Ma, se a scuola la mancanza di stile diventa purtroppo manierata richiesta di strumenti fissi – la matita per l’arte, il suono per la musica, la scrittura per le parole – tutto il novecento ‘grida’ alla ricerca di sincretismo.
Quindi, d’accordo con Schumann, affermiamo pure che non si boccia Skrjabin perché ha inventato un ‘clavecin a lumière’ e non si ritiene impossibile il confronto e il dialogo tra diversi modi di espressione o meglio di essere.
La parola, comunque, per la musica resta inadeguata perché i concetti sfuggono come inseguiti dalla folgore, perché non si riesce ad affermare qualcosa senza che il suo contrario si affacci a richiedere statuto, giustificazione, negazione, altri punti di vista.
Che dire allora?
Soprattutto che dire quando anche la parola ha sofferto e soffre di crisi di senso?
Niente. Si prende questo vecchio e usato strumento, e se ne fa qualcosa per capirsi, spiegare, per andare incontro e favorire la conoscenza e aiutare, se possibile, a capire l’arte e a farla.
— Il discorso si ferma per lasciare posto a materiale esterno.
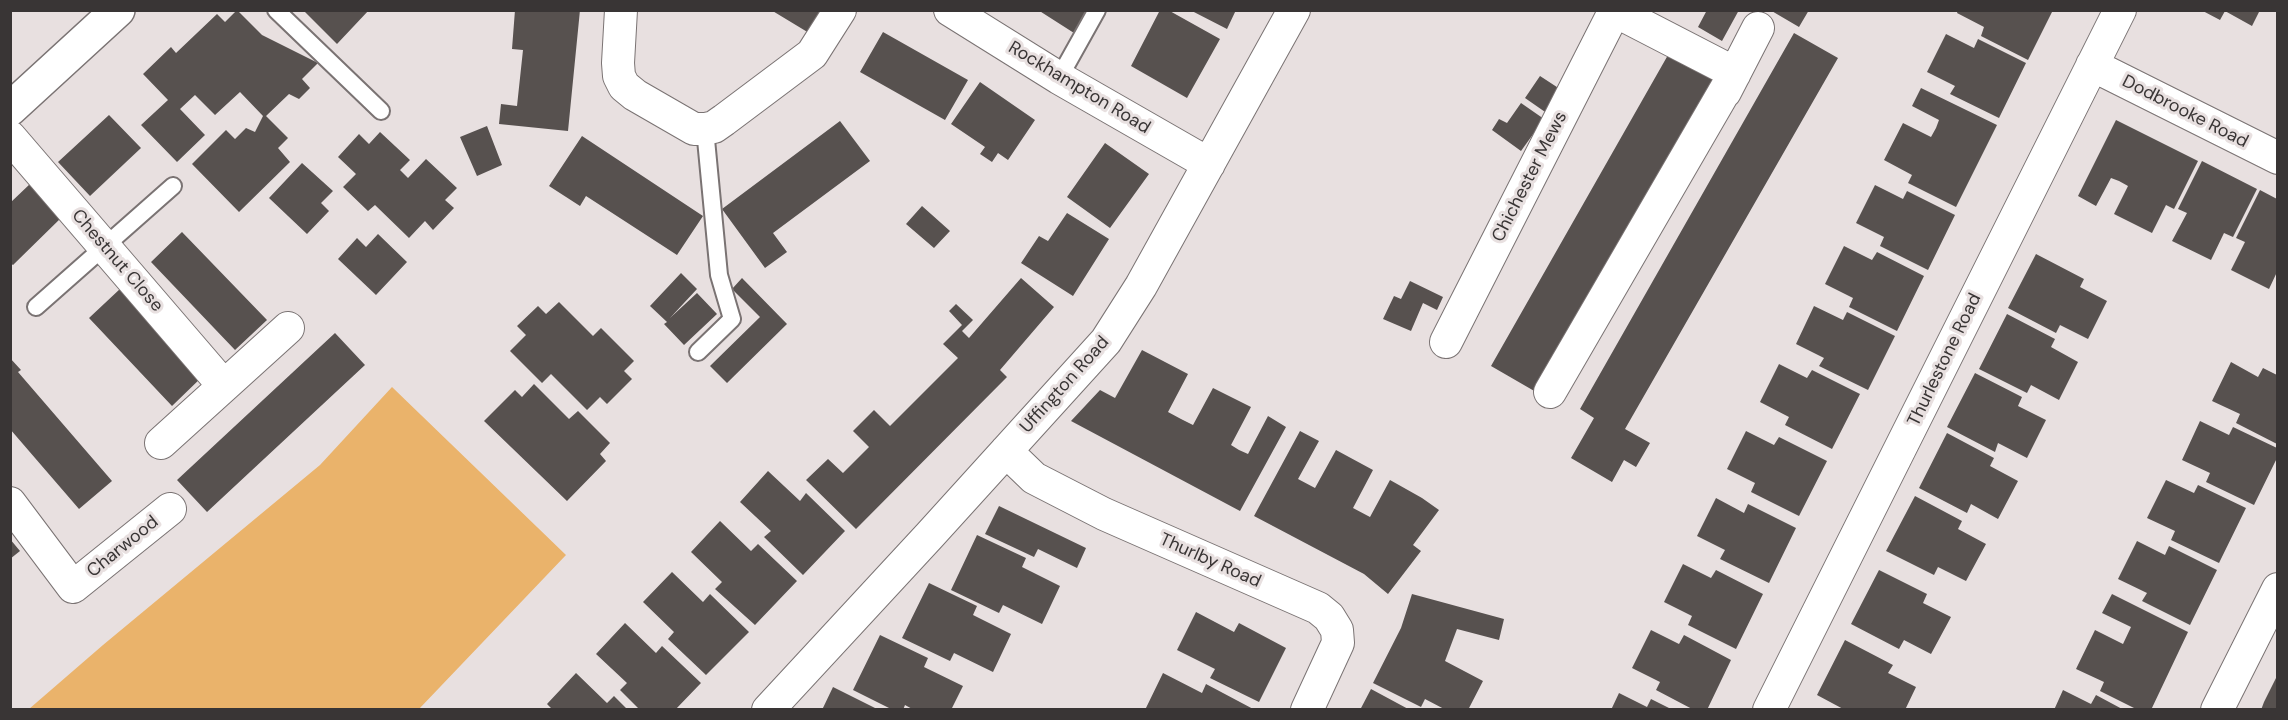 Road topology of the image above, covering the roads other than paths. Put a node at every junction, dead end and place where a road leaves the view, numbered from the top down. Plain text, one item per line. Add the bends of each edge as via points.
1 (118, 10) edge
2 (276, 10) edge
3 (621, 10) edge
4 (840, 10) edge
5 (950, 10) edge
6 (1097, 10) edge
7 (1294, 10) edge
8 (2120, 10) edge
9 (1614, 11) edge
10 (1758, 28) dead end
11 (2092, 65) junction
12 (1735, 74) junction
13 (1059, 78) junction
14 (10, 109) edge
15 (381, 111) dead end
16 (705, 129) junction
17 (10, 137) edge
18 (2277, 158) edge
19 (1209, 164) junction
20 (173, 186) dead end
21 (104, 246) junction
22 (36, 307) dead end
23 (288, 328) dead end
24 (1446, 342) dead end
25 (698, 352) dead end
26 (224, 386) junction
27 (1559, 394) dead end
28 (161, 443) dead end
29 (1005, 451) junction
30 (10, 503) edge
31 (170, 509) dead end
32 (2277, 589) edge
33 (768, 710) edge
34 (1307, 710) edge
35 (1769, 710) edge
36 (2217, 710) edge

1 - 14 street
2 - 15 lane
3 - 16 street via 618,63 624,86 694,129
4 - 16 street via 821,42 799,65 714,127
5 - 13 street, Rockhampton Road
6 - 13 lane
7 - 19 street, Uffington Road
8 - 11 street, Thurlestone Road
9 - 12 street, Chichester Mews
9 - 24 street, Chichester Mews
10 - 12 street
11 - 18 street, Dodbrooke Road
11 - 35 street, Thurlestone Road
12 - 27 street
13 - 19 street, Rockhampton Road
16 - 25 lane via 719,275 732,319
17 - 21 street, Chestnut Close
19 - 29 street, Uffington Road via 1106,341
20 - 21 lane
21 - 22 lane
21 - 26 street, Chestnut Close
23 - 26 street
26 - 28 street
29 - 33 street, Uffington Road
29 - 34 street, Thurlby Road via 1034,478 1104,514 1318,608 1329,617 1337,630 1338,643
30 - 31 street, Charwood via 73,587
32 - 36 street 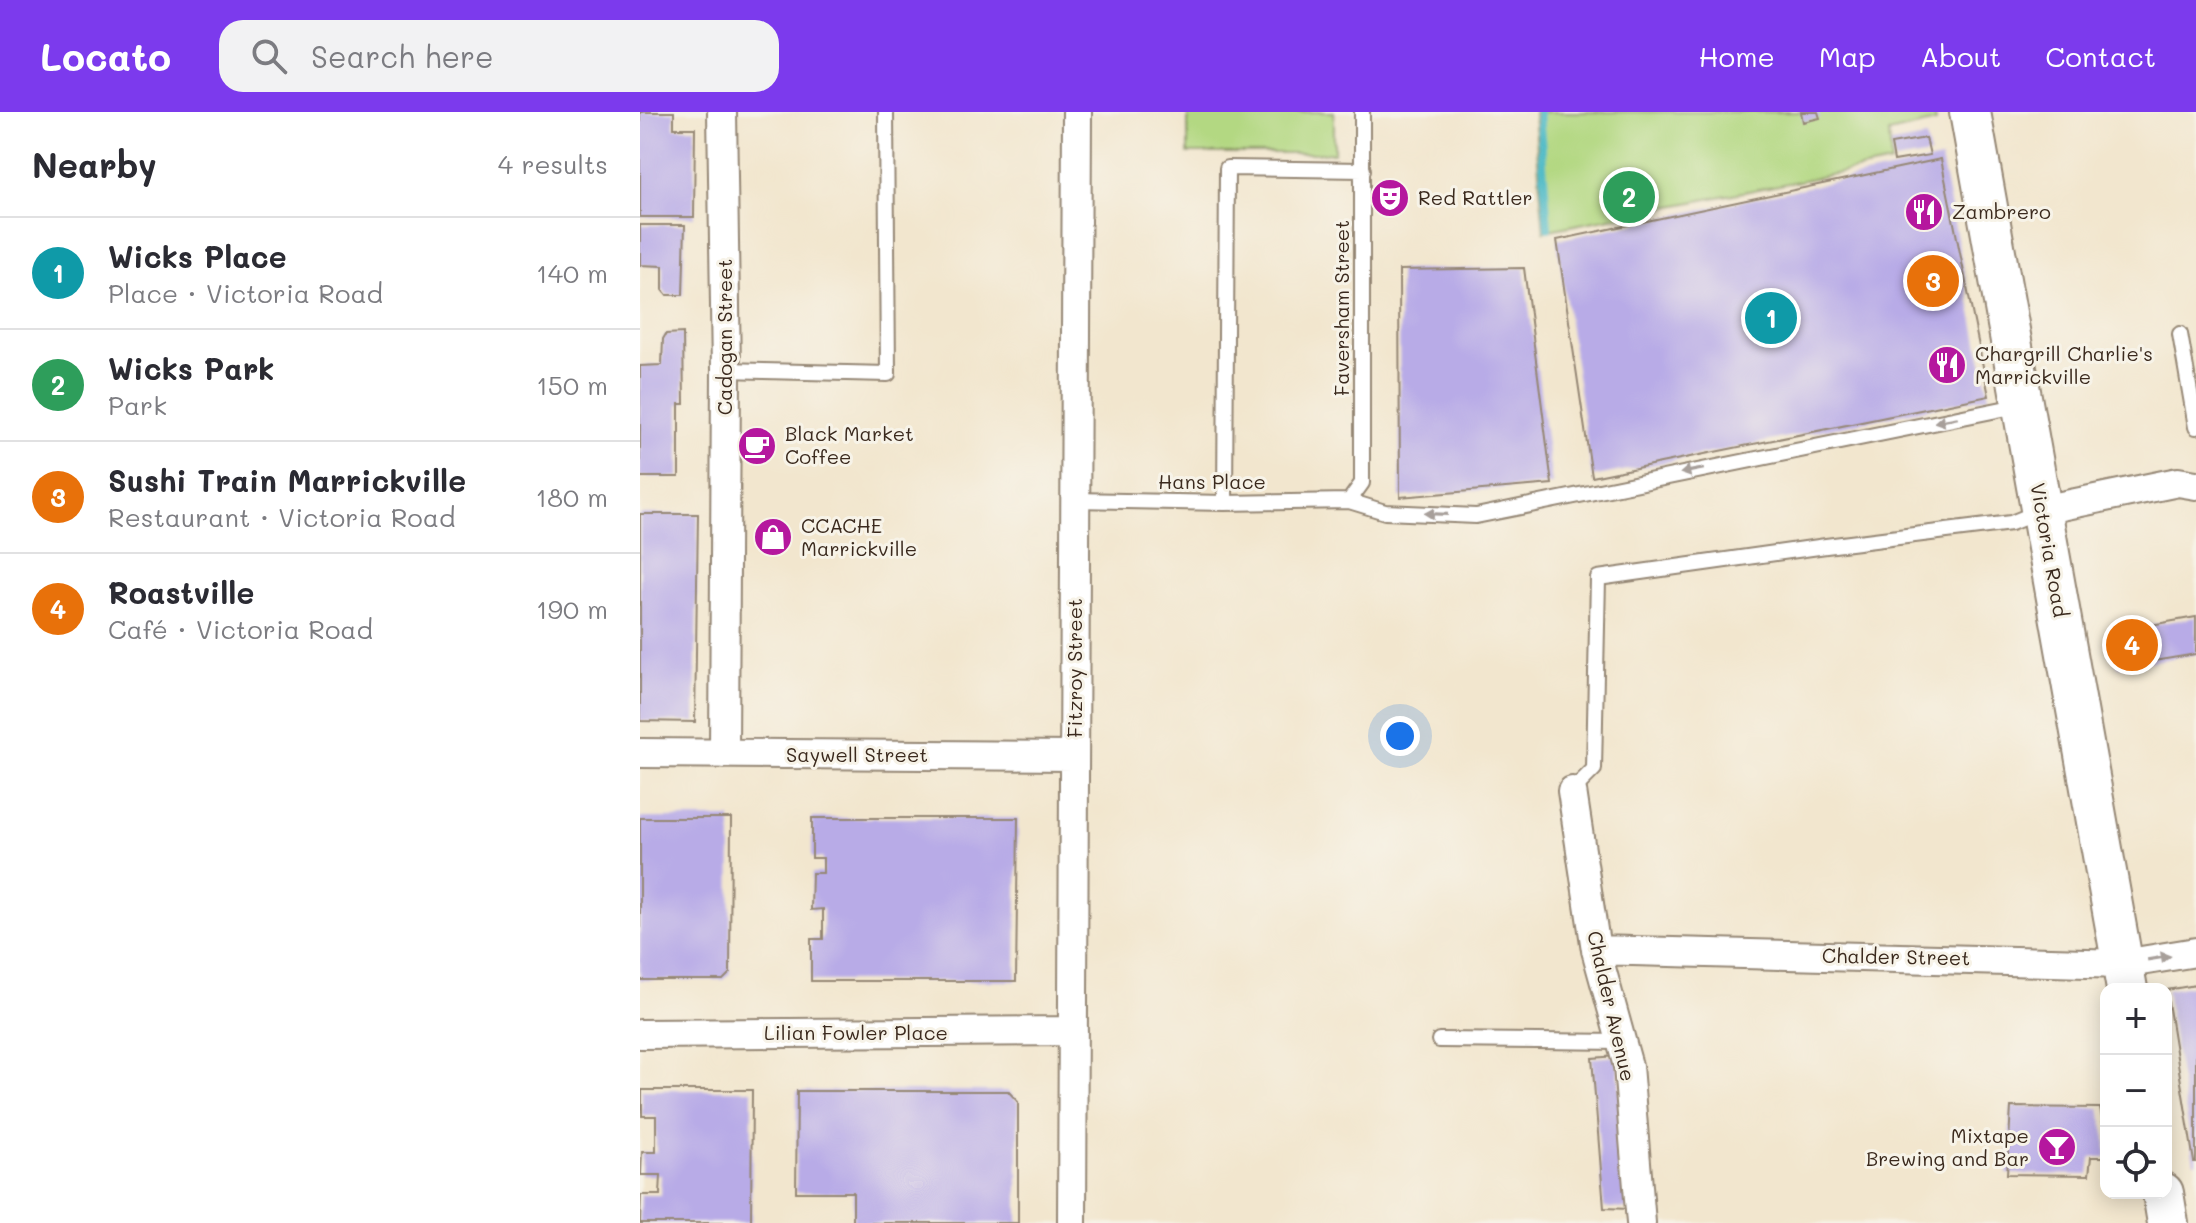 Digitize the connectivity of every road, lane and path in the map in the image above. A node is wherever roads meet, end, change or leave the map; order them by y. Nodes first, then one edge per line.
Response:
1 (722, 112) edge
2 (886, 112) edge
3 (1077, 112) edge
4 (1362, 112) edge
5 (1970, 112) edge
6 (1363, 170) junction
7 (2180, 334) dead end
8 (726, 370) junction
9 (2023, 405) junction
10 (2196, 427) edge
11 (2196, 485) edge
12 (1075, 500) junction
13 (1349, 501) junction
14 (1225, 503) junction
15 (2042, 510) junction
16 (640, 753) edge
17 (724, 754) junction
18 (1074, 756) junction
19 (1572, 791) joint
20 (1596, 950) junction
21 (2196, 952) edge
22 (2125, 976) edge
23 (1073, 1031) junction
24 (640, 1034) edge
25 (1439, 1040) dead end
26 (1622, 1042) junction
27 (2164, 1199) edge
28 (1072, 1223) edge
29 (1641, 1223) edge
30 (2168, 1223) edge

1 - 8 street, Cadogan Street
2 - 8 lane
3 - 12 street, Fitzroy Street
4 - 6 lane, Faversham Street
5 - 9 main road, Victoria Road
6 - 13 lane, Faversham Street
6 - 14 lane
7 - 10 lane
8 - 17 street, Cadogan Street
9 -> 13 lane, Hans Place
9 - 15 main road, Victoria Road
11 - 15 street
12 - 14 lane, Hans Place
12 - 18 street, Fitzroy Street
13 - 14 lane, Hans Place
15 - 19 lane
15 - 22 main road, Victoria Road
16 - 17 street, Saywell Street
17 - 18 street, Saywell Street
18 - 23 street, Fitzroy Street
19 - 20 street, Chalder Avenue
20 - 22 street, Chalder Street
20 - 26 street, Chalder Avenue
22 -> 21 street, Chalder Street
23 - 24 street, Lilian Fowler Place
23 - 28 street, Fitzroy Street
25 - 26 lane
26 - 29 street, Chalder Avenue
27 - 30 main road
Monteverdi e l'alchimia - un saggio e due racconti


Introduzione

Oggi la musica non può essere né leggera né… pesante.
La musica leggera si perde nel conformismo della pubblicità e del non-senso, la musica classica non esiste più.
Probabilmente manca un serio lavoro che dimostri la volontà di esprimere qualcosa di chi di musica si occupa?
Non basta suonare in pubblico, non basta comprare dischi, non basta esaltarsi per delle sonorità.
Sappiamo tutti che due note eseguite bene fanno ancora la differenza. Ecco perché oggi vanno di moda i professionisti.
Molto tempo fa un musicista si fece carico a suo modo del rapporto suono-parola.
Per quel non so che di sacro e insondabile che governa questo rapporto siano le brevi considerazioni e il lavoro di fantasia che segue.